Dave Parker, right fielder for the Cincinnati Reds, and Al Holland, a New York Yankees' relief pitcher, said Monday they will comply with penalties handed down by baseball Commissioner Peter Ueberroth.
Parker is doing so to avoid a one-year suspension for his drug involvement of several years ago, while Holland has accepted the penalty as an alternative to a 60-day suspension.
Parker told a group of reporters around a batting cage at the Reds' spring training facility in Tampa, Fla., that he plans to play this year. He said he'll leave any challenge to Ueberroth's decision up to the major league baseball players' association.
Parker is one of seven major-league players given one-year suspensions by Ueberroth. The suspensions will be held in abeyance if they agree to pay 10% of their salaries to drug rehabilitation programs, accept periodic drug testing and perform public service work. Parker's fine would amount to about $120,000.
Holland was one of four players who could be suspended for 60 days under Ueberroth's action on drug involvement. However, those players instead can agree to donate 5% of their 1986 salaries to a drug prevention facility or program, random drug testing for the remainder of their careers and 50 hours of drug-related community service this year.
"I wanted to wait until I had all the ins and out of it," Holland said in Fort Lauderdale, Fla. "Now, I have a grasp of everything that happened. I feel part of it isn't fair, but you can't have your cake and eat it, too. The most important thing is we want to put it behind us. We were wrong."

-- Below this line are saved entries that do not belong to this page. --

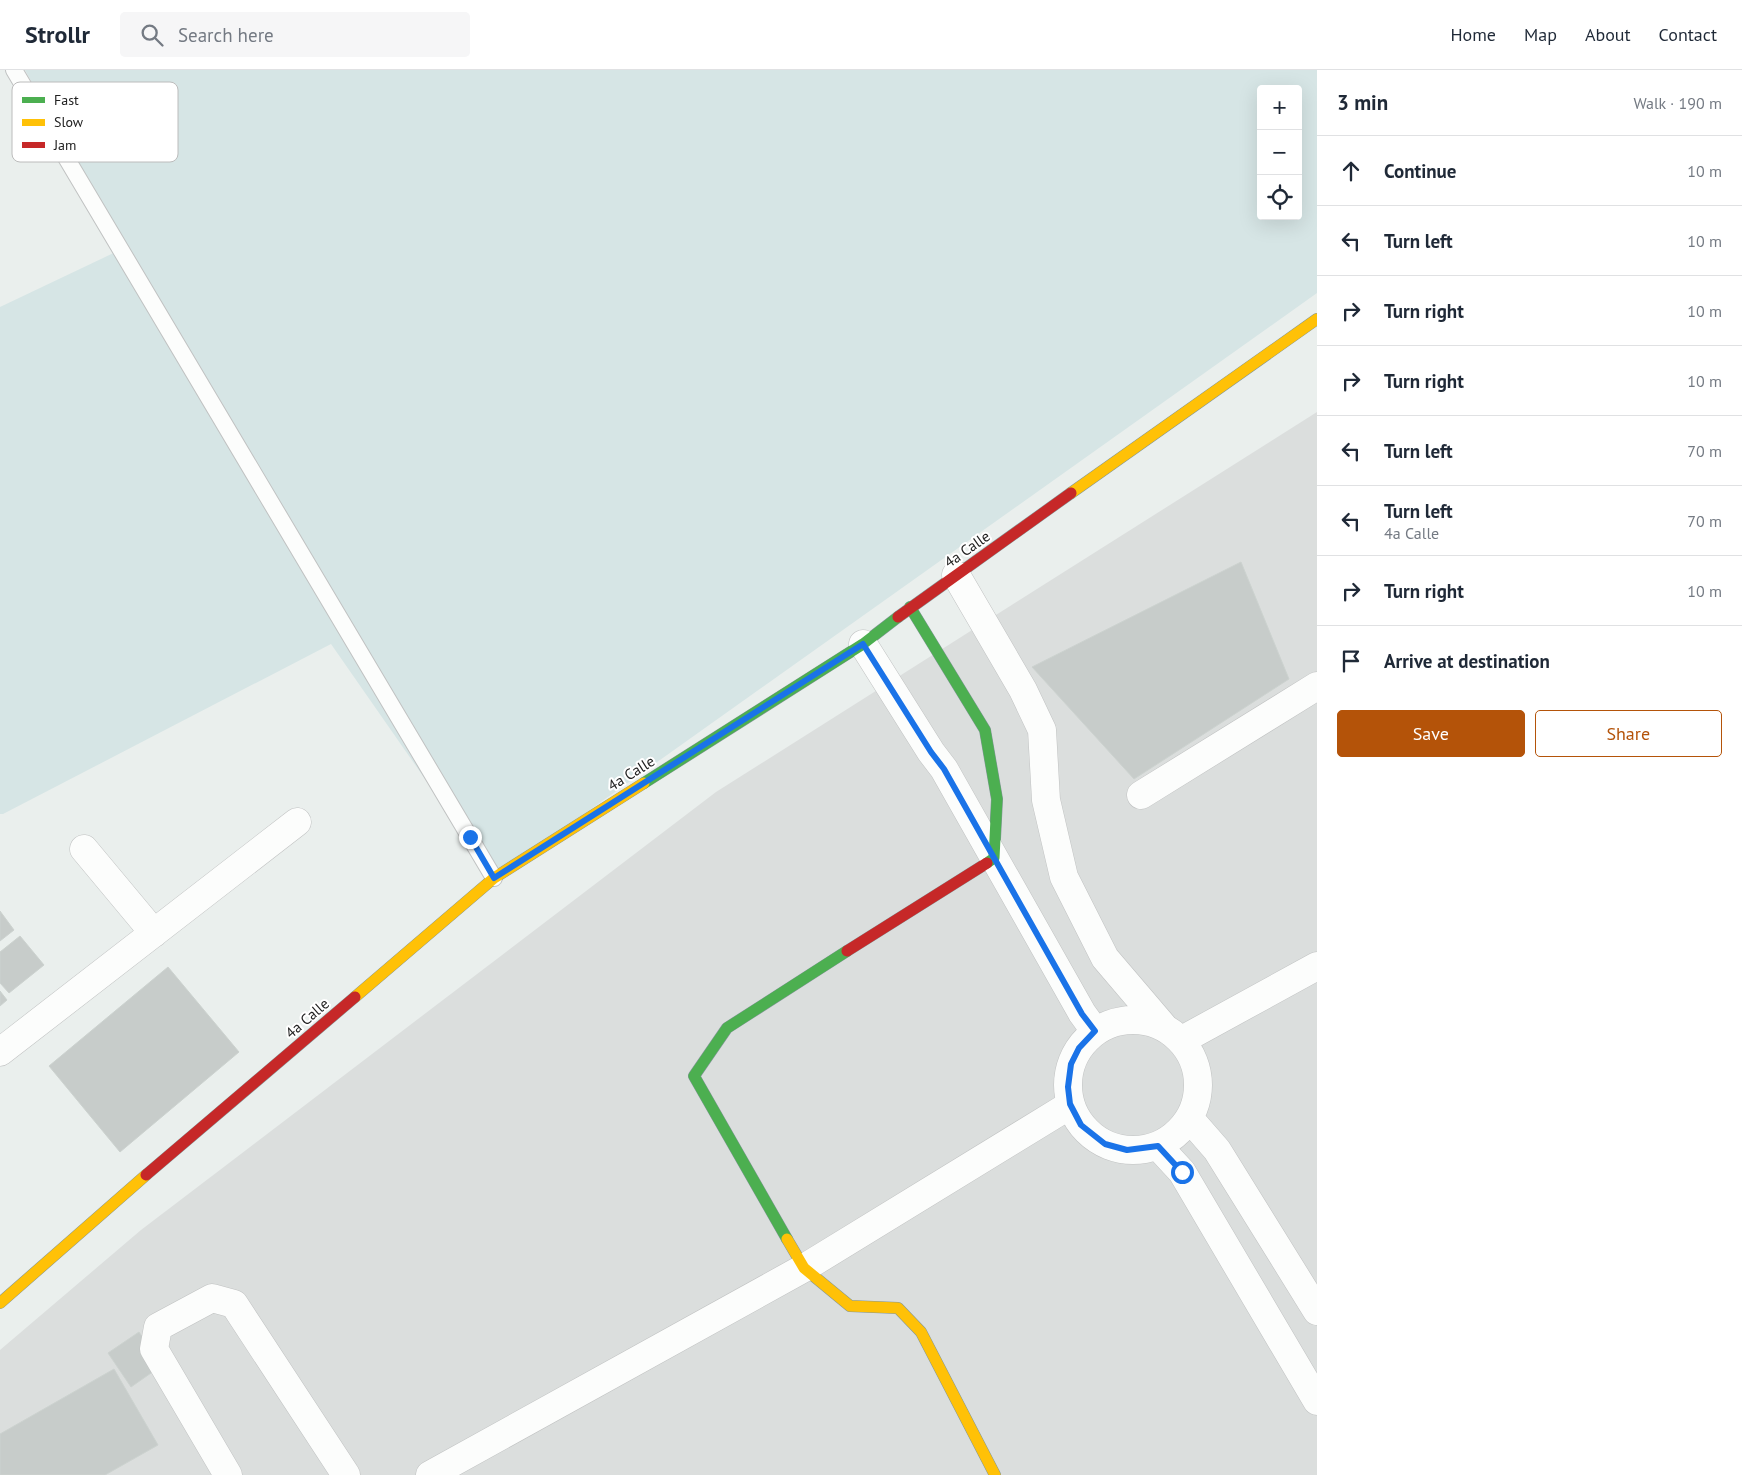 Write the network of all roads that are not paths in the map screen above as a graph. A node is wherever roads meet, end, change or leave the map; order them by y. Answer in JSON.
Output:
{"nodes":[{"id":1,"x":14,"y":70,"type":"edge"},
{"id":2,"x":21,"y":82,"type":"edge"},
{"id":3,"x":69,"y":162,"type":"edge"},
{"id":4,"x":1317,"y":319,"type":"edge"},
{"id":5,"x":956,"y":575,"type":"junction"},
{"id":6,"x":910,"y":607,"type":"junction"},
{"id":7,"x":863,"y":644,"type":"junction"},
{"id":8,"x":1317,"y":686,"type":"edge"},
{"id":9,"x":1140,"y":795,"type":"dead end"},
{"id":10,"x":297,"y":822,"type":"dead end"},
{"id":11,"x":84,"y":849,"type":"dead end"},
{"id":12,"x":994,"y":858,"type":"junction"},
{"id":13,"x":494,"y":878,"type":"junction"},
{"id":14,"x":154,"y":933,"type":"junction"},
{"id":15,"x":1317,"y":966,"type":"edge"},
{"id":16,"x":1095,"y":1031,"type":"junction"},
{"id":17,"x":1173,"y":1033,"type":"junction"},
{"id":18,"x":0,"y":1052,"type":"edge"},
{"id":19,"x":1070,"y":1104,"type":"junction"},
{"id":20,"x":1190,"y":1119,"type":"junction"},
{"id":21,"x":1158,"y":1146,"type":"junction"},
{"id":22,"x":804,"y":1268,"type":"junction"},
{"id":23,"x":0,"y":1303,"type":"edge"},
{"id":24,"x":1317,"y":1311,"type":"edge"},
{"id":25,"x":1317,"y":1401,"type":"edge"},
{"id":26,"x":441,"y":1472,"type":"edge"},
{"id":27,"x":228,"y":1475,"type":"edge"},
{"id":28,"x":346,"y":1475,"type":"edge"},
{"id":29,"x":995,"y":1475,"type":"edge"}],
"edges":[{"from":1,"to":2,"type":"lane"},
{"from":3,"to":13,"type":"lane"},
{"from":4,"to":5,"type":"main road","name":"4a Calle"},
{"from":5,"to":6,"type":"main road","name":"4a Calle"},
{"from":5,"to":17,"type":"street"},
{"from":6,"to":7,"type":"main road","name":"4a Calle"},
{"from":6,"to":12,"type":"main road"},
{"from":7,"to":12,"type":"street"},
{"from":7,"to":13,"type":"main road","name":"4a Calle"},
{"from":8,"to":9,"type":"street"},
{"from":10,"to":14,"type":"street"},
{"from":11,"to":14,"type":"street"},
{"from":12,"to":16,"type":"street"},
{"from":12,"to":22,"type":"main road"},
{"from":13,"to":23,"type":"main road","name":"4a Calle"},
{"from":14,"to":18,"type":"street"},
{"from":15,"to":17,"type":"street"},
{"from":16,"to":17,"type":"street"},
{"from":16,"to":19,"type":"street"},
{"from":17,"to":20,"type":"street"},
{"from":19,"to":21,"type":"street"},
{"from":19,"to":22,"type":"street"},
{"from":20,"to":21,"type":"street"},
{"from":20,"to":24,"type":"street"},
{"from":21,"to":25,"type":"street"},
{"from":22,"to":26,"type":"street"},
{"from":22,"to":29,"type":"main road"},
{"from":27,"to":28,"type":"street"}]}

Left-handed reliever Gary Lavelle, plagued by elbow miseries throughout much of 1985, again has a tender left elbow and will be unable to throw competitively for three weeks, the Toronto Blue Jays announced at Dunedin, Fla.
Lavelle, 37, who posted a 5-7 record with eight saves and an earned-run average of 3.10 in 72 innings last season, was examined by team doctors after having to leave the field during the club's workout.
The Houston Astros announced in Kissimmee, Fla., that they have signed second-year first baseman Glenn Davis to a new one-year contract.
Davis, 24, set a Houston rookie record by hitting 20 home runs in just 100 games.
Cincinnati outfielder Eddie Milner was involved in a minor automobile accident on his way to workouts Monday morning at the ballclub's spring training facility in Tampa. Fla.
Milner came away from the two-car accident with a sore left wrist. He went to a hospital for precautionary X-rays, and returned with the wrist wrapped in an elastic bandage.
Milner participated in most of the daily workout, skipping batting practice.
Phil Niekro, Tommy John and John Montefusco may not be with the Yankees this season, but team owner George Steinbrenner saw to it Monday they will all appear in the official team picture.
Steinbrenner, standing in the dugout and observing the Yankees' annual spring photo day activities, was angered when he suddenly spotted John, Niekro and Montefusco standing on the sidelines with all the Yankee rookies and non-roster players as the rest of the team was posing.
"What is Tommy John doing over there with all the rookies?" Steinbrenner asked. "And what's Montefusco and Niekro doing?"
A couple of reporters told Steinbrenner the photos apparently were being taken with only the roster players included.
"That's ridiculous," Steinbrenner snapped. "Tell them to stop taking pictures. I want Tommy John in there and I certainly want Niekro and Montefusco in there, too. They're as much a part of this team as anyone and they deserve to be in it."
With that, Steinbrenner marched across the field and summoned the three veteran pitchers to join the rest of the team, which was sitting in the left-field bleachers posing for the picture.
John, in camp as an unsigned non-roster player, and Montefusco, who was released by the Yankees last year after suffering a hip injury, are not on the 40-man roster.